WORK TO COMPLETE
Each line below from the one containing "import math" through the one containing "c.set_source_rgba(0, 0, 0, alpha" is to be given again exactly, and no line outside that span.

-- Opening Marker --

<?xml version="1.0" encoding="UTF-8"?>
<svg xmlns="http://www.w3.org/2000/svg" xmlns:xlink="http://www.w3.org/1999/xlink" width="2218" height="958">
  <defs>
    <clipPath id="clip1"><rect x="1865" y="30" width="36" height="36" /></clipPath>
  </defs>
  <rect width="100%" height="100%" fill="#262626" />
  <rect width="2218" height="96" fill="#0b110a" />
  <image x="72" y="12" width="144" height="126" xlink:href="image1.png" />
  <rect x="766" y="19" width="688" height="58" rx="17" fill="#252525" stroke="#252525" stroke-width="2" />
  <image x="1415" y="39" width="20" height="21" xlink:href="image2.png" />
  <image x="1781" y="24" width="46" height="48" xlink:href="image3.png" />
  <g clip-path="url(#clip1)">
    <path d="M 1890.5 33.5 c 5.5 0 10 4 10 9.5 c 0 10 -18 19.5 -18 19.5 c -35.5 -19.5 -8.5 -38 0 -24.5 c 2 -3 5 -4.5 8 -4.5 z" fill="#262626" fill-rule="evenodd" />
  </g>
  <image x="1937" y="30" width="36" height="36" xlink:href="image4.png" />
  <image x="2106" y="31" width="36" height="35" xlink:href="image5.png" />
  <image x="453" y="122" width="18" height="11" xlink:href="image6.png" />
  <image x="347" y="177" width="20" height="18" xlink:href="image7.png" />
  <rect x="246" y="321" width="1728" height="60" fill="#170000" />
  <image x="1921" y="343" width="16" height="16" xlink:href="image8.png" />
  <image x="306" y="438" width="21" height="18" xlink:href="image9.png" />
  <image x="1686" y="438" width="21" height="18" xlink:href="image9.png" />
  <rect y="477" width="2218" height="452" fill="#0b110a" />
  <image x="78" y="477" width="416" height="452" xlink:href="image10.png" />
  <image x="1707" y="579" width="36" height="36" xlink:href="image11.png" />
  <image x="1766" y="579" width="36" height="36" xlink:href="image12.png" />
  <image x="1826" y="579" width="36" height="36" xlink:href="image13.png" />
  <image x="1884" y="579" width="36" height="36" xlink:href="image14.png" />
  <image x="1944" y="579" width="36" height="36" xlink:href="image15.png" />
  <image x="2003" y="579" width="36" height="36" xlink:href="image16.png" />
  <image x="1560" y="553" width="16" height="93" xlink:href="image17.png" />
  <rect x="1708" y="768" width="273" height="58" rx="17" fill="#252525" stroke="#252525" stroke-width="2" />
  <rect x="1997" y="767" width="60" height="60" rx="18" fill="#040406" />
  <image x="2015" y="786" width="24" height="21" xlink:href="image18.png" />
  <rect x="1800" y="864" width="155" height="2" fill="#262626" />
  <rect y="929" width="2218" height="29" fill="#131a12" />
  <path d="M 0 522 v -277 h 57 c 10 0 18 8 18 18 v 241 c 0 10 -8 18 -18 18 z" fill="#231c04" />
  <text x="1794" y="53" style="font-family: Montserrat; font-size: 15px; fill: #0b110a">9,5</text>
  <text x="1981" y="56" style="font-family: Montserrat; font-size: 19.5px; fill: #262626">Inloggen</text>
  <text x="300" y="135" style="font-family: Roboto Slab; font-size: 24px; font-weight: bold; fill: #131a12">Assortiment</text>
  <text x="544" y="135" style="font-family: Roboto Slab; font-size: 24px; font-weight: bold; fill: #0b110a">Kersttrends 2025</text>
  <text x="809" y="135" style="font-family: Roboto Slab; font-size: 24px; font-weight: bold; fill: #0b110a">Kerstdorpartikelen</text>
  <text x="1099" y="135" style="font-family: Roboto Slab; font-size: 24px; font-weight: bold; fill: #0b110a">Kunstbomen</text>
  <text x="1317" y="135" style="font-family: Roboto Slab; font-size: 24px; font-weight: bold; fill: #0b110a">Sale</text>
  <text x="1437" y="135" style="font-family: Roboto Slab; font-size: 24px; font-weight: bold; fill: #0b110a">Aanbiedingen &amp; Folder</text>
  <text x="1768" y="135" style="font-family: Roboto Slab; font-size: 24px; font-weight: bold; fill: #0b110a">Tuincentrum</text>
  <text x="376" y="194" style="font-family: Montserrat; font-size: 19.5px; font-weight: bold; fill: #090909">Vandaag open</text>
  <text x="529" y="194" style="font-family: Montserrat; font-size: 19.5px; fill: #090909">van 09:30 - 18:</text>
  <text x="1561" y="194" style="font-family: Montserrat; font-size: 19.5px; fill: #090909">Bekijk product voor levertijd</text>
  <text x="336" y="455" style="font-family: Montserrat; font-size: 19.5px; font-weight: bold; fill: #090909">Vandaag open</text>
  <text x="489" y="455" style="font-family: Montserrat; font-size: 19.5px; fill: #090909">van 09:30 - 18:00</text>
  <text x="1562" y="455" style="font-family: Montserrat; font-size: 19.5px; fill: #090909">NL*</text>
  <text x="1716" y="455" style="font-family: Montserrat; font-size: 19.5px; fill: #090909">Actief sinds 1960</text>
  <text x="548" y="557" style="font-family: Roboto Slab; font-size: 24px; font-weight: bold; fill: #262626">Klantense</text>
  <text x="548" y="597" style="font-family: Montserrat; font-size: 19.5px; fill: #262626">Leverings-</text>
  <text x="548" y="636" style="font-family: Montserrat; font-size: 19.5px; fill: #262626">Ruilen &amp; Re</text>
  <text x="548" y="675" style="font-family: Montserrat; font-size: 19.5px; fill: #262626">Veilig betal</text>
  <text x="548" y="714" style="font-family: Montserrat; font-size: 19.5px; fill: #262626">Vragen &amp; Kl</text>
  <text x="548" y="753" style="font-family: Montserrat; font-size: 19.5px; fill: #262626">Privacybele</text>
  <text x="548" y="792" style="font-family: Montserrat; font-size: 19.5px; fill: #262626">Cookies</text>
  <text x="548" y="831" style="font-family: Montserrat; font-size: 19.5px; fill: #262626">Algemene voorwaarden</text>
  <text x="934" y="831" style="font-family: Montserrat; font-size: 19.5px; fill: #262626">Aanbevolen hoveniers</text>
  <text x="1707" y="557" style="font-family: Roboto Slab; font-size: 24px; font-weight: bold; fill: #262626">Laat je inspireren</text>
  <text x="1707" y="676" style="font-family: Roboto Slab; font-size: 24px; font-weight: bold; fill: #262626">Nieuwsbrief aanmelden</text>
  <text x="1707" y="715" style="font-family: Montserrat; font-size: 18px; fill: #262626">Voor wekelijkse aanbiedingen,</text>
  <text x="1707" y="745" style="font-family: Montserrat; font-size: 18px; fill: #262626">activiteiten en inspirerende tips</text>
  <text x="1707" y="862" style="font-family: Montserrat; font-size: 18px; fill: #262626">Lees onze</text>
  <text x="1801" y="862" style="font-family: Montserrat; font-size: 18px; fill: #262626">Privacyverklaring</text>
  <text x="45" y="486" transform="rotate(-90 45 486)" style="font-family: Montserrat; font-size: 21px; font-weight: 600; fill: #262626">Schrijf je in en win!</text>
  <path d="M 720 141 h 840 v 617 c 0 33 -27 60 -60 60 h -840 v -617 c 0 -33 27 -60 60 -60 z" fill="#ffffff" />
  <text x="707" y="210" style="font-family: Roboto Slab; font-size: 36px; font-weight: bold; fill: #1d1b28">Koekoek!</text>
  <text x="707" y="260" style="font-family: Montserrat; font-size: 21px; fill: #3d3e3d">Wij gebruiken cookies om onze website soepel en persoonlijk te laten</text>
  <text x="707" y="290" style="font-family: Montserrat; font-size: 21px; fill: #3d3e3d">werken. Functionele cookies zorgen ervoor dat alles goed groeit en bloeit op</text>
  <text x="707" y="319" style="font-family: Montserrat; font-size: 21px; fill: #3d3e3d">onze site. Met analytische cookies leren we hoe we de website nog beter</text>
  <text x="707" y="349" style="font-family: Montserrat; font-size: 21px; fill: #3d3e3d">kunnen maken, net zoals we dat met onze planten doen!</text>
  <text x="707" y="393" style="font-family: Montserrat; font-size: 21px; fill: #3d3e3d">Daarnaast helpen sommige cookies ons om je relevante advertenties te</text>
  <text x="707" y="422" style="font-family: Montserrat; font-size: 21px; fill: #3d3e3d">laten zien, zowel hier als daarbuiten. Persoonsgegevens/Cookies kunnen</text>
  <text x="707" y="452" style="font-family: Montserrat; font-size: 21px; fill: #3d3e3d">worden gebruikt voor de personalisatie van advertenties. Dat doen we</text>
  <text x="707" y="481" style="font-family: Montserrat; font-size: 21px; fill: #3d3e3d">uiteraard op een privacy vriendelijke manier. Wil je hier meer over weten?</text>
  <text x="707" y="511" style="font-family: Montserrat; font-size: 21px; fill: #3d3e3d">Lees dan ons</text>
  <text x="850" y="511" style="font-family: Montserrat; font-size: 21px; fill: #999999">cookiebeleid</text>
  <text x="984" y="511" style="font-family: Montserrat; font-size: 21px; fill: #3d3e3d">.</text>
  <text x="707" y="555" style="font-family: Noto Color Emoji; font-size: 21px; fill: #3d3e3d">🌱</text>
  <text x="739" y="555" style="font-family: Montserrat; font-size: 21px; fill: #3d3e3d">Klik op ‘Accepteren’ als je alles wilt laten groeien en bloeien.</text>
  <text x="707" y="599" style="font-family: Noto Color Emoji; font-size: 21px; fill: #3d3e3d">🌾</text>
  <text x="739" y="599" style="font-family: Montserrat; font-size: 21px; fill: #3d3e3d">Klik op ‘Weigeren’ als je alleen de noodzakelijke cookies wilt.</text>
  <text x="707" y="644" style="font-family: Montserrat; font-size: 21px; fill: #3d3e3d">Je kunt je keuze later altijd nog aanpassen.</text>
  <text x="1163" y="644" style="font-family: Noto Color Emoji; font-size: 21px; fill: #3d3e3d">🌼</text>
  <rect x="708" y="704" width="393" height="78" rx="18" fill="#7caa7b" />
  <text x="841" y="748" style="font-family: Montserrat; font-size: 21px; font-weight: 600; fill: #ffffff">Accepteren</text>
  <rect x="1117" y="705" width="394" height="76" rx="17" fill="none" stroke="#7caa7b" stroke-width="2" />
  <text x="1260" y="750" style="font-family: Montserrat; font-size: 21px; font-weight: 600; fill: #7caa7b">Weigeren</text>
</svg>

-- Closing Marker --
-- Opening Marker --

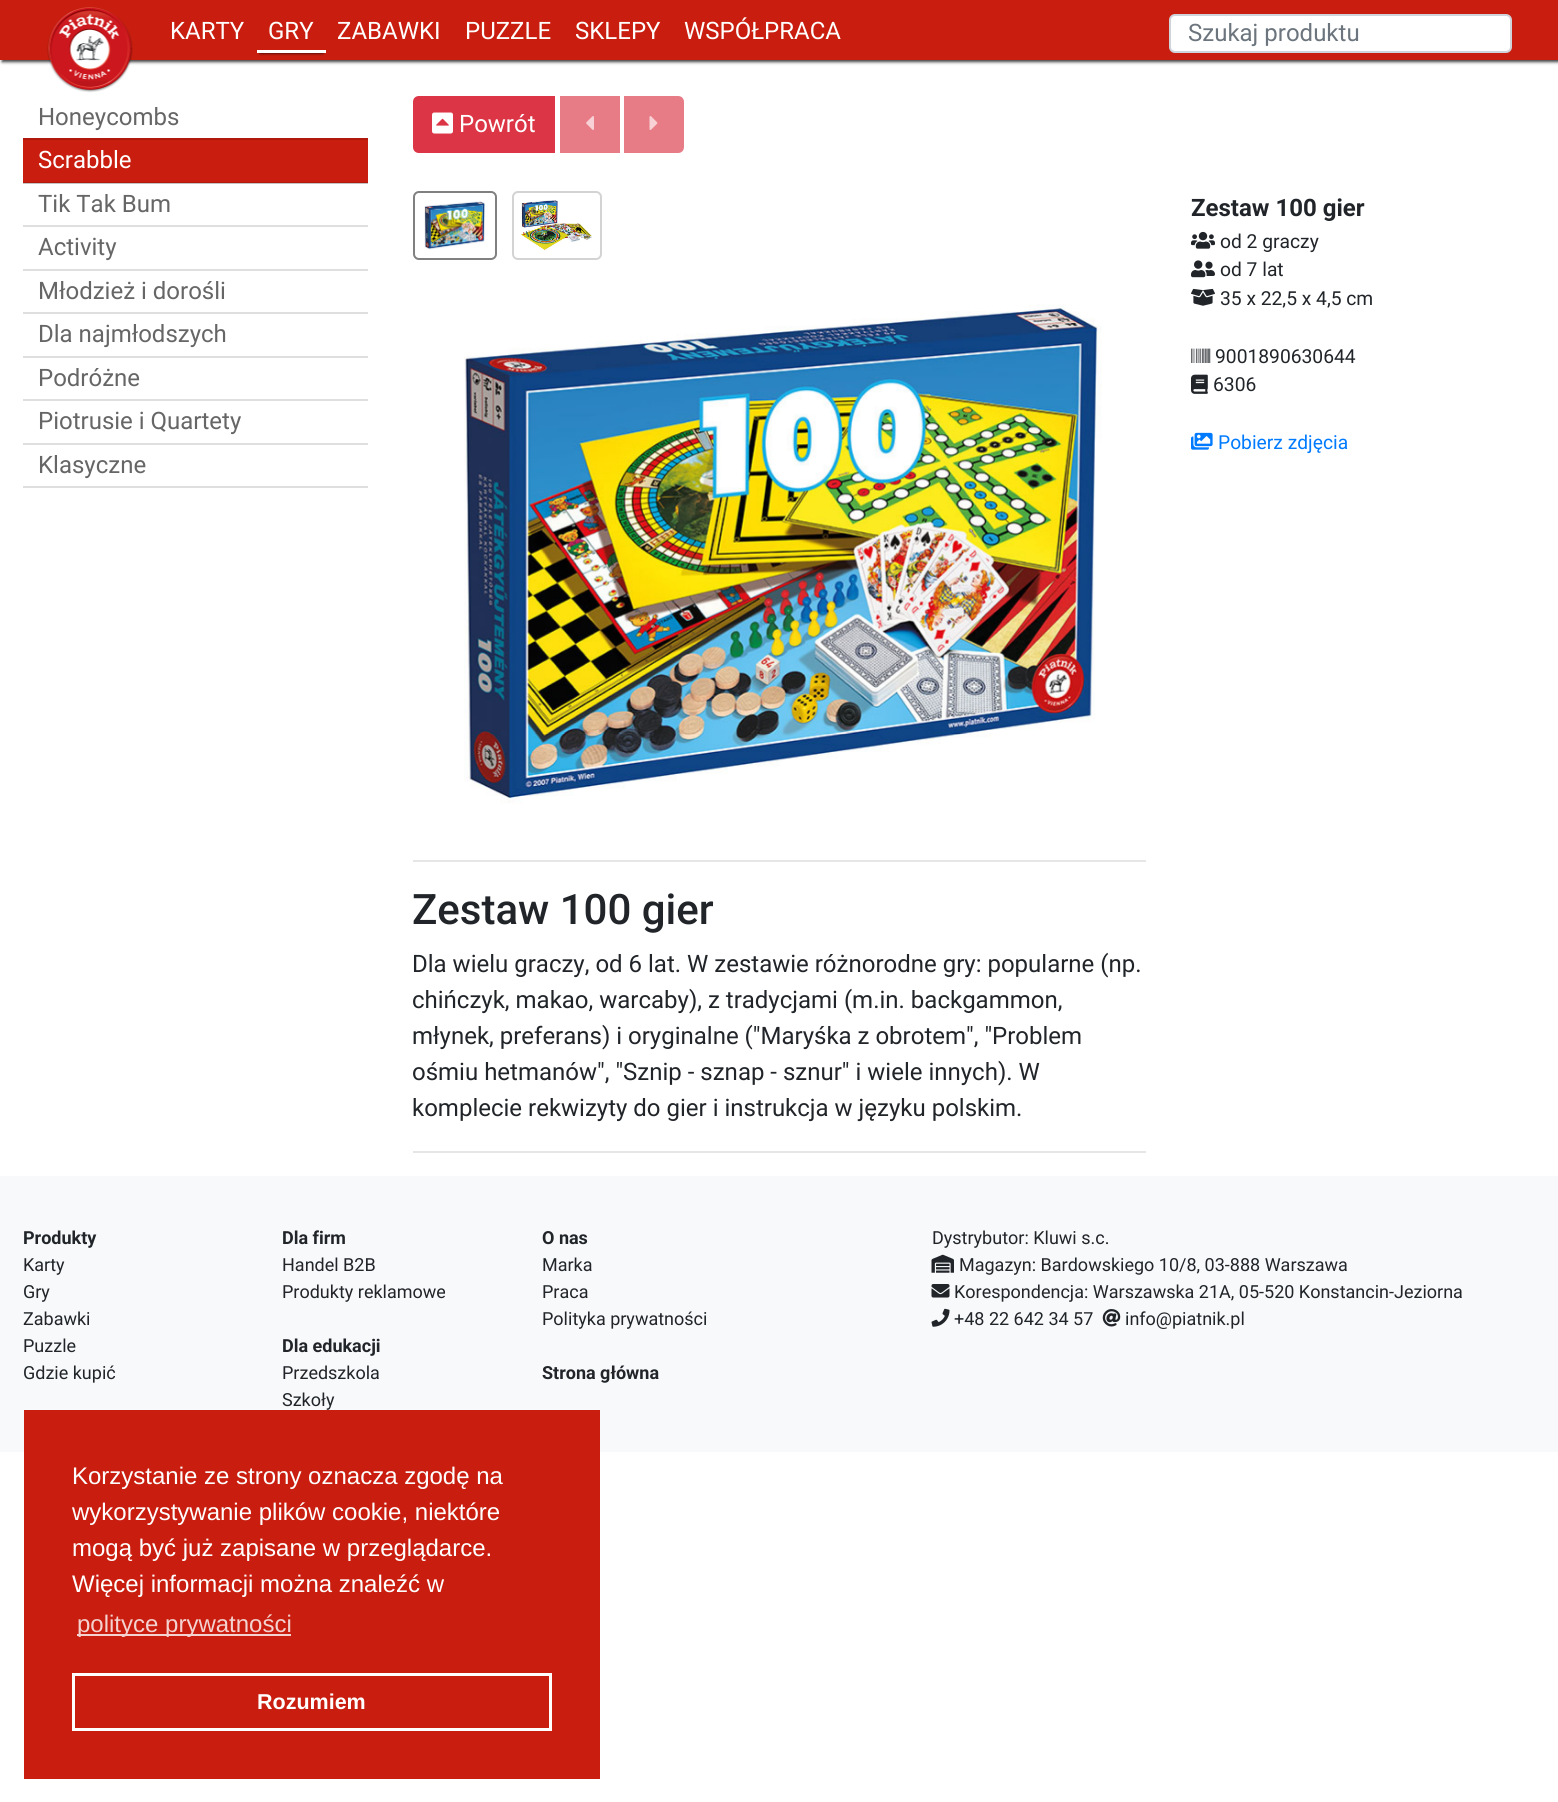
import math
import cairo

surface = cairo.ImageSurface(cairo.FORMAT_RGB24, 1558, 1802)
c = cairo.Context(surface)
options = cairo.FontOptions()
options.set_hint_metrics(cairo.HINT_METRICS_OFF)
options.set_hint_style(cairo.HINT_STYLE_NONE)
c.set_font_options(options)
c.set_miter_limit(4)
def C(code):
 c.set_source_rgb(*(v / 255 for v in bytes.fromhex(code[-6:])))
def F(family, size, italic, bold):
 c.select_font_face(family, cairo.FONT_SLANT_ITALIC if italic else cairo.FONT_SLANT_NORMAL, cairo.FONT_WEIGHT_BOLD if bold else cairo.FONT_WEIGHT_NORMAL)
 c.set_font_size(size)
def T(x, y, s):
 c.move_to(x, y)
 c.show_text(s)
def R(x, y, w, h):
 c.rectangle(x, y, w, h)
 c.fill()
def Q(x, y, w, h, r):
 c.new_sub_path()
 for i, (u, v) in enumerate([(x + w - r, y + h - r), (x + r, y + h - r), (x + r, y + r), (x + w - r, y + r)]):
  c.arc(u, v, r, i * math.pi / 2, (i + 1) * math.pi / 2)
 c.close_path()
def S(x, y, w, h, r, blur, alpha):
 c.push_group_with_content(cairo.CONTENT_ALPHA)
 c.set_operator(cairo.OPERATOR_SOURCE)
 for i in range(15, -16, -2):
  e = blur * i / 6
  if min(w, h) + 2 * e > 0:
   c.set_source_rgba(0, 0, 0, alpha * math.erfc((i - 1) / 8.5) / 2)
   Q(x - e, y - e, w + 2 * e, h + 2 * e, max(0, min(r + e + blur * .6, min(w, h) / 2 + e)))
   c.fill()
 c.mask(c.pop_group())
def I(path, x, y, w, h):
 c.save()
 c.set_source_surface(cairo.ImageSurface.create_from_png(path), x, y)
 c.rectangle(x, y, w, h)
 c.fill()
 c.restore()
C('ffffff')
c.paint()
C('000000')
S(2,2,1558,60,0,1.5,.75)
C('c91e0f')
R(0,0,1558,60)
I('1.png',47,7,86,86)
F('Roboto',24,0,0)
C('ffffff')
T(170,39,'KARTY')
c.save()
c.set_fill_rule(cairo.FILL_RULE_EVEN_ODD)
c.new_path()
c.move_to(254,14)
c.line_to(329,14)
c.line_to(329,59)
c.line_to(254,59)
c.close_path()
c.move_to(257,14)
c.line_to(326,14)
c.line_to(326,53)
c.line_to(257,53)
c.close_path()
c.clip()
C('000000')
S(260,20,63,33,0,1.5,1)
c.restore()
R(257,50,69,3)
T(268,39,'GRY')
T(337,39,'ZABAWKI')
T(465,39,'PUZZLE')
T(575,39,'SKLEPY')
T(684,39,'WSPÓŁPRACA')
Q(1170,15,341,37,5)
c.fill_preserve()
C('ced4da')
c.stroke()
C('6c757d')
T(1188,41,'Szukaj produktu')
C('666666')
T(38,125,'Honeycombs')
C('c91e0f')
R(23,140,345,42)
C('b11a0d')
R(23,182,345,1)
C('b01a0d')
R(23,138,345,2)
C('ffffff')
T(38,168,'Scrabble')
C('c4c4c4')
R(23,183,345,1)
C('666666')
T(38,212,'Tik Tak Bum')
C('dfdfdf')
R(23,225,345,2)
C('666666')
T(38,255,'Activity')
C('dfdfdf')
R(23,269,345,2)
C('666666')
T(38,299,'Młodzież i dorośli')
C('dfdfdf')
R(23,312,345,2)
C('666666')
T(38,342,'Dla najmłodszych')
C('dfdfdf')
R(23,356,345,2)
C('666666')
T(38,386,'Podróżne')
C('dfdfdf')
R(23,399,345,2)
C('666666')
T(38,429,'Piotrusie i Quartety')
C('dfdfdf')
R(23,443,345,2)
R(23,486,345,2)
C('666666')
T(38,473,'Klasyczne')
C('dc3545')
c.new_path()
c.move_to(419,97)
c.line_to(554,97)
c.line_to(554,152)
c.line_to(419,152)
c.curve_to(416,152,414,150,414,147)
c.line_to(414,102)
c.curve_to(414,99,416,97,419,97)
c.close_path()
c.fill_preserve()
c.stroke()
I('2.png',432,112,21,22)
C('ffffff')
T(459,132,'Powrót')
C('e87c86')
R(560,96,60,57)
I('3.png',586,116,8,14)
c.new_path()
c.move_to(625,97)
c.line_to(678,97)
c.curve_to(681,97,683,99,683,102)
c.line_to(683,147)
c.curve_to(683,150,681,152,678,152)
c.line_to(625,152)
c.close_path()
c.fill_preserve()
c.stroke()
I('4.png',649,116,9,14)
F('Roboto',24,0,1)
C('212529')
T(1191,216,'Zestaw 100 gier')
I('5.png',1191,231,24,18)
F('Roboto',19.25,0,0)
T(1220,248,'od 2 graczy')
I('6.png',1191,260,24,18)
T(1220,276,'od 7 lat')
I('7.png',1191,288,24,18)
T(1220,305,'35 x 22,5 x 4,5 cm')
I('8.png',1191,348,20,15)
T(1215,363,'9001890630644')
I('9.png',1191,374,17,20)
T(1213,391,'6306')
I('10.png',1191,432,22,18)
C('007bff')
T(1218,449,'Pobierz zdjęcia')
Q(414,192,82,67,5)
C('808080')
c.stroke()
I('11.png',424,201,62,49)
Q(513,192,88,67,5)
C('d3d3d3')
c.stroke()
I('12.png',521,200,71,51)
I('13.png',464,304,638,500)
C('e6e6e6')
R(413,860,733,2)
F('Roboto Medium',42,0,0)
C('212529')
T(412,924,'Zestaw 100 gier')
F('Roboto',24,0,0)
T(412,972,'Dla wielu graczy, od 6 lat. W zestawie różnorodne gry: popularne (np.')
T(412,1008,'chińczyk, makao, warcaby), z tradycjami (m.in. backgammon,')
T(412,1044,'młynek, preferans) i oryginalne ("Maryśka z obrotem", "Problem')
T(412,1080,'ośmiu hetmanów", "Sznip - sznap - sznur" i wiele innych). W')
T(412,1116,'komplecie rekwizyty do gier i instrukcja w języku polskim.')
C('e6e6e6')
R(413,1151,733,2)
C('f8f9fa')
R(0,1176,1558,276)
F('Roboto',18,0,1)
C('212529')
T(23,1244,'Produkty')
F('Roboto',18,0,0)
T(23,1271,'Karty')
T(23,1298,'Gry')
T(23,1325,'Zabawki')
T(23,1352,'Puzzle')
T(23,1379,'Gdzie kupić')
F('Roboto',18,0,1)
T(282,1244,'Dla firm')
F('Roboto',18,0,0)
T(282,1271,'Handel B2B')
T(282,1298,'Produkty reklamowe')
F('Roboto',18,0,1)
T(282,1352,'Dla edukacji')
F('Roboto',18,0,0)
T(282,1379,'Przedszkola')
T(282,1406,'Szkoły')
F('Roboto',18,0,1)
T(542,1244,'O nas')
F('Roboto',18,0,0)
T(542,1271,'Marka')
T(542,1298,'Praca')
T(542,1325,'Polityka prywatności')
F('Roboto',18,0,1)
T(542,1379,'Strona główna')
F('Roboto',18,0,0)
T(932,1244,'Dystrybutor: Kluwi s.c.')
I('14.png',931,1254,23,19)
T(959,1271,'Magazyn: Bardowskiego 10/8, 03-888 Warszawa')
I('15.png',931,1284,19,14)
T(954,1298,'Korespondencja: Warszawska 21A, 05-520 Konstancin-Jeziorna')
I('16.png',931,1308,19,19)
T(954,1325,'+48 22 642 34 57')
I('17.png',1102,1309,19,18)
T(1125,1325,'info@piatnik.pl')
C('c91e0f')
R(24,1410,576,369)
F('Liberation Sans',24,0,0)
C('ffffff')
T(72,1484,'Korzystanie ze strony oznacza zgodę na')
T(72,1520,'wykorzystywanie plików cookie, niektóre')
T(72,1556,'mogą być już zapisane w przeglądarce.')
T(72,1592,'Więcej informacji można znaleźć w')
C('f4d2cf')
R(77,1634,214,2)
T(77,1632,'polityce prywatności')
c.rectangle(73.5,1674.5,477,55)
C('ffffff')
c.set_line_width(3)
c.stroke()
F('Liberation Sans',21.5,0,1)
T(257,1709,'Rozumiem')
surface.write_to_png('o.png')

-- Closing Marker --

RESPONSE TO THE TASK
import math
import cairo

surface = cairo.ImageSurface(cairo.FORMAT_RGB24, 1558, 1802)
c = cairo.Context(surface)
options = cairo.FontOptions()
options.set_hint_metrics(cairo.HINT_METRICS_OFF)
options.set_hint_style(cairo.HINT_STYLE_NONE)
c.set_font_options(options)
c.set_miter_limit(4)
def C(code):
 c.set_source_rgb(*(v / 255 for v in bytes.fromhex(code[-6:])))
def F(family, size, italic, bold):
 c.select_font_face(family, cairo.FONT_SLANT_ITALIC if italic else cairo.FONT_SLANT_NORMAL, cairo.FONT_WEIGHT_BOLD if bold else cairo.FONT_WEIGHT_NORMAL)
 c.set_font_size(size)
def T(x, y, s):
 c.move_to(x, y)
 c.show_text(s)
def R(x, y, w, h):
 c.rectangle(x, y, w, h)
 c.fill()
def Q(x, y, w, h, r):
 c.new_sub_path()
 for i, (u, v) in enumerate([(x + w - r, y + h - r), (x + r, y + h - r), (x + r, y + r), (x + w - r, y + r)]):
  c.arc(u, v, r, i * math.pi / 2, (i + 1) * math.pi / 2)
 c.close_path()
def S(x, y, w, h, r, blur, alpha):
 c.push_group_with_content(cairo.CONTENT_ALPHA)
 c.set_operator(cairo.OPERATOR_SOURCE)
 for i in range(15, -16, -2):
  e = blur * i / 6
  if min(w, h) + 2 * e > 0:
   c.set_source_rgba(0, 0, 0, alpha * math.erfc((i - 1) / 8.5) / 2)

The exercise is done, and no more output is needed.